**YOUR INSTRUCTIONS**
Give back every record verbatim, but not the pictures.

**SUPPLIED RECORDS**
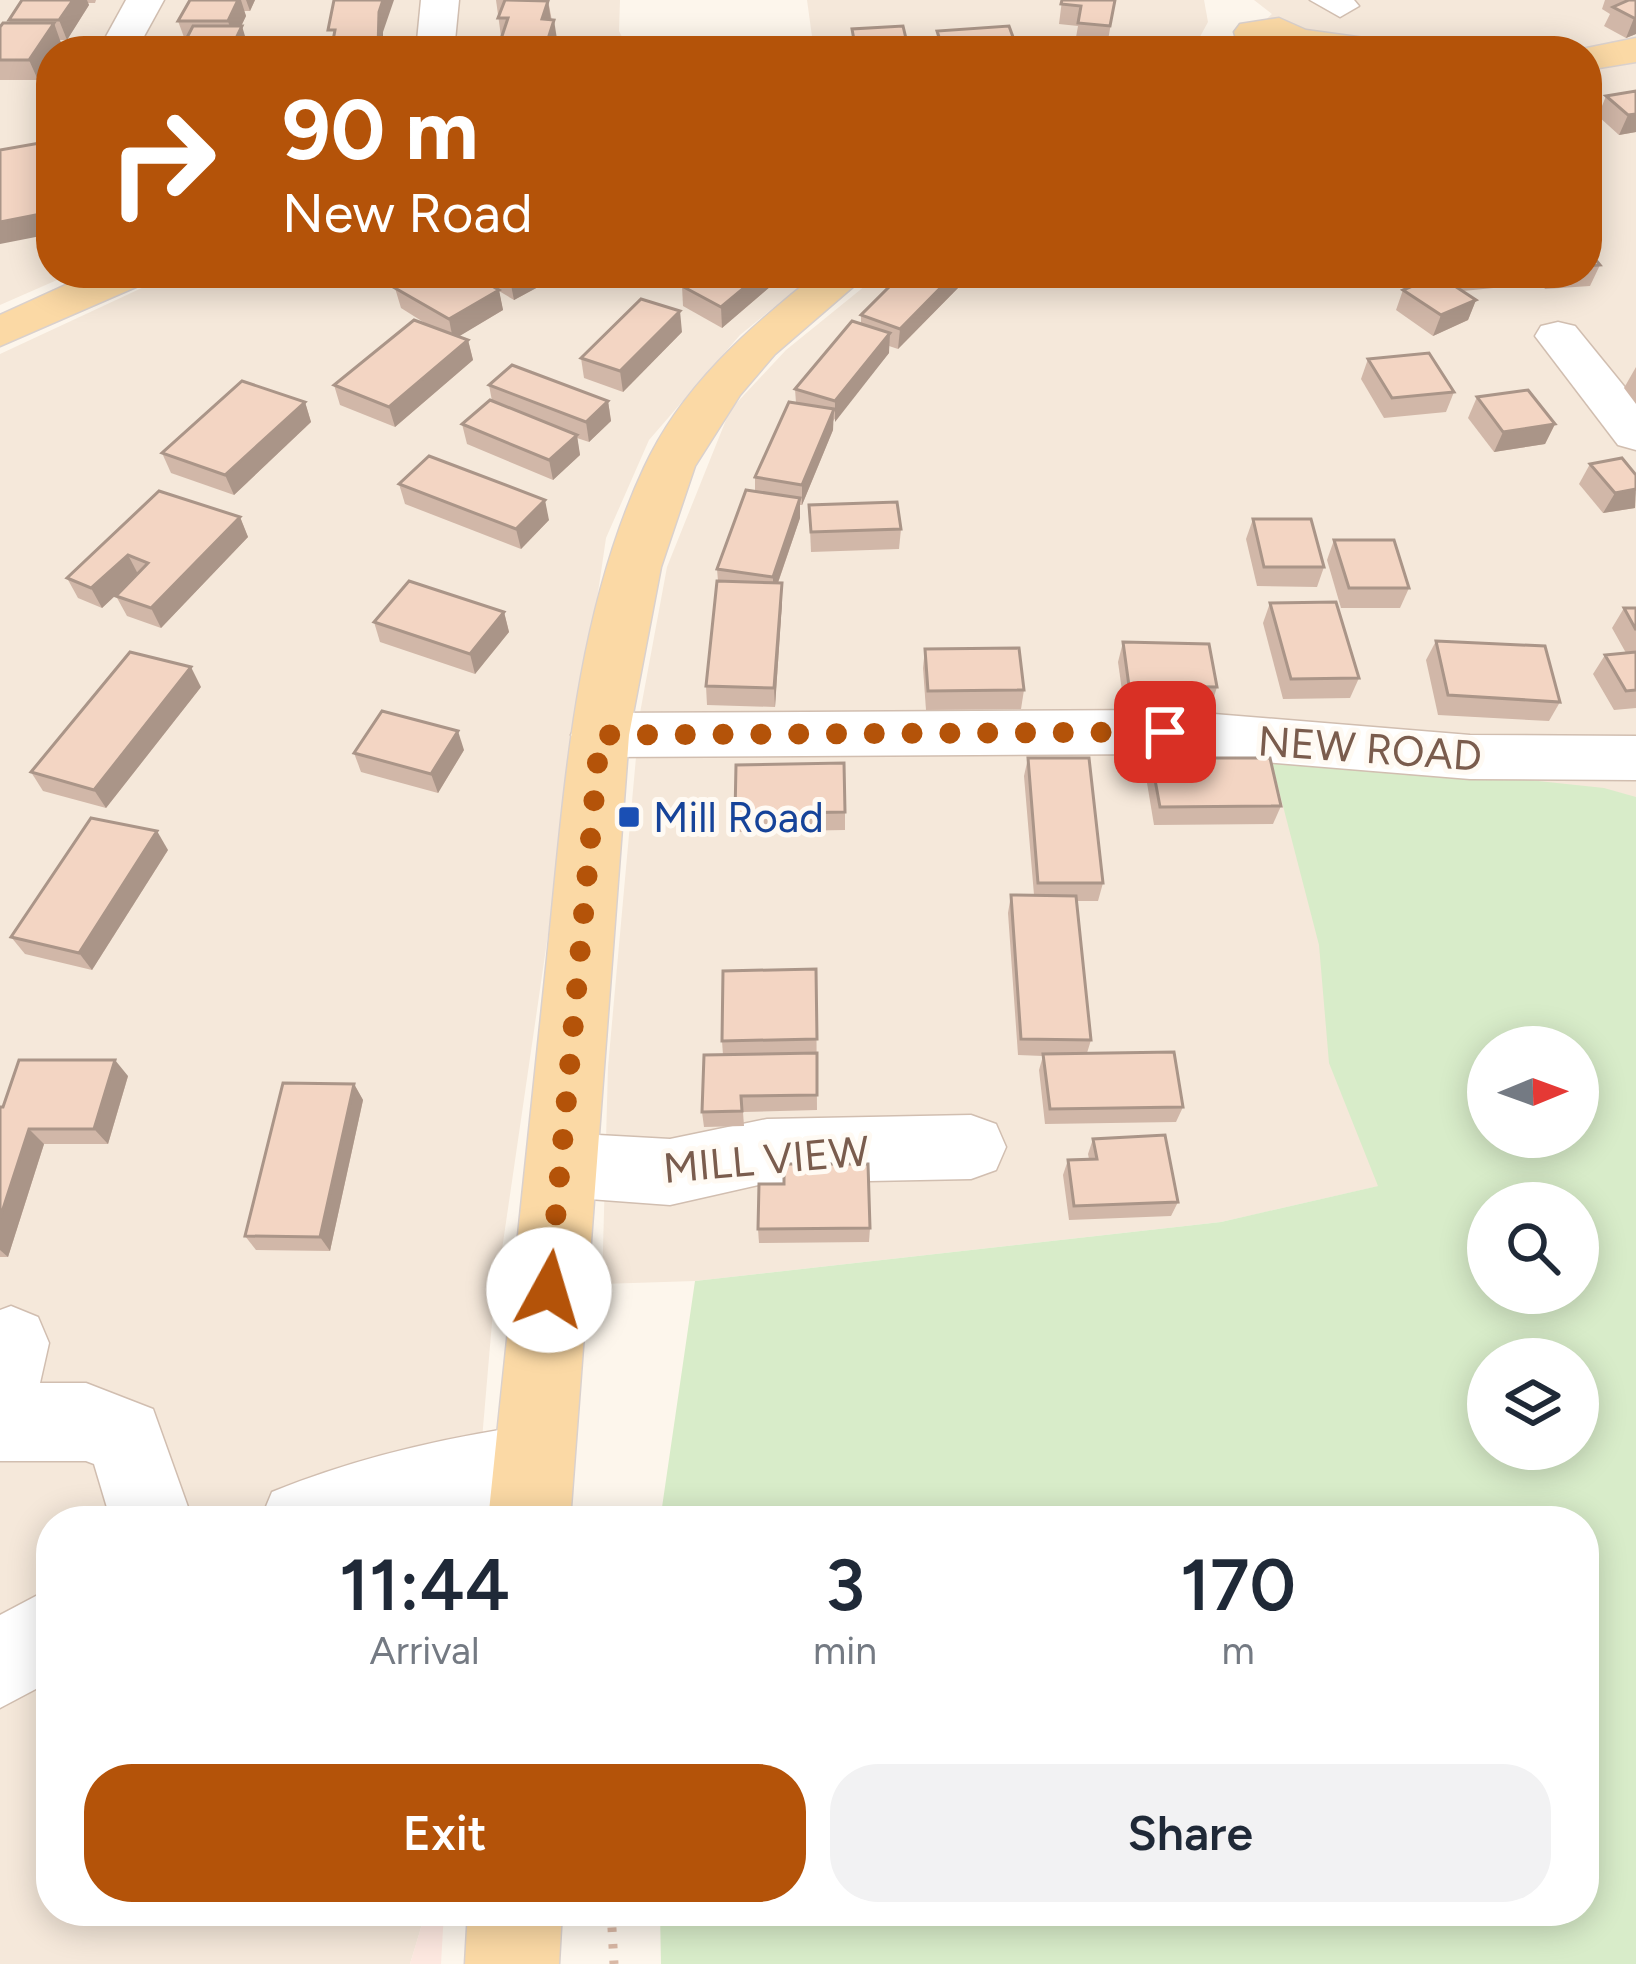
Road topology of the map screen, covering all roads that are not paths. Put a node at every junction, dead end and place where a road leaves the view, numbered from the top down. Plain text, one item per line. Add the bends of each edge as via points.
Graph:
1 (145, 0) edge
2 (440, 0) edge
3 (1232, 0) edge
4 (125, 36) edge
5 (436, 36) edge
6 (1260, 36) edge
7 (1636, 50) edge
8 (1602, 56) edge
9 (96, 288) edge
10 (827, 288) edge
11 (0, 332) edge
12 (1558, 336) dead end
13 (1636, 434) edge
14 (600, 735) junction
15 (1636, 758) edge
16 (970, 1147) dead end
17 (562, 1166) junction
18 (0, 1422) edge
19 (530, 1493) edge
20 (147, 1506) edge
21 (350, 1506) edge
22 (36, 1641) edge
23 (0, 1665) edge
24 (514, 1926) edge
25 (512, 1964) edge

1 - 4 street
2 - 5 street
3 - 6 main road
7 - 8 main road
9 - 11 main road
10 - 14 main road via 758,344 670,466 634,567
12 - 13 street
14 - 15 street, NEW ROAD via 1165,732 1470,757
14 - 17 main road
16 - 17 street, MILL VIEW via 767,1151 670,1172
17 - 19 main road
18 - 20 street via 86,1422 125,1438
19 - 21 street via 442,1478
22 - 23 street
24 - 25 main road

**WRITTEN ANSWER**
Road topology of the map screen, covering all roads that are not paths. Put a node at every junction, dead end and place where a road leaves the view, numbered from the top down. Plain text, one item per line. Add the bends of each edge as via points.
Graph:
1 (145, 0) edge
2 (440, 0) edge
3 (1232, 0) edge
4 (125, 36) edge
5 (436, 36) edge
6 (1260, 36) edge
7 (1636, 50) edge
8 (1602, 56) edge
9 (96, 288) edge
10 (827, 288) edge
11 (0, 332) edge
12 (1558, 336) dead end
13 (1636, 434) edge
14 (600, 735) junction
15 (1636, 758) edge
16 (970, 1147) dead end
17 (562, 1166) junction
18 (0, 1422) edge
19 (530, 1493) edge
20 (147, 1506) edge
21 (350, 1506) edge
22 (36, 1641) edge
23 (0, 1665) edge
24 (514, 1926) edge
25 (512, 1964) edge

1 - 4 street
2 - 5 street
3 - 6 main road
7 - 8 main road
9 - 11 main road
10 - 14 main road via 758,344 670,466 634,567
12 - 13 street
14 - 15 street, NEW ROAD via 1165,732 1470,757
14 - 17 main road
16 - 17 street, MILL VIEW via 767,1151 670,1172
17 - 19 main road
18 - 20 street via 86,1422 125,1438
19 - 21 street via 442,1478
22 - 23 street
24 - 25 main road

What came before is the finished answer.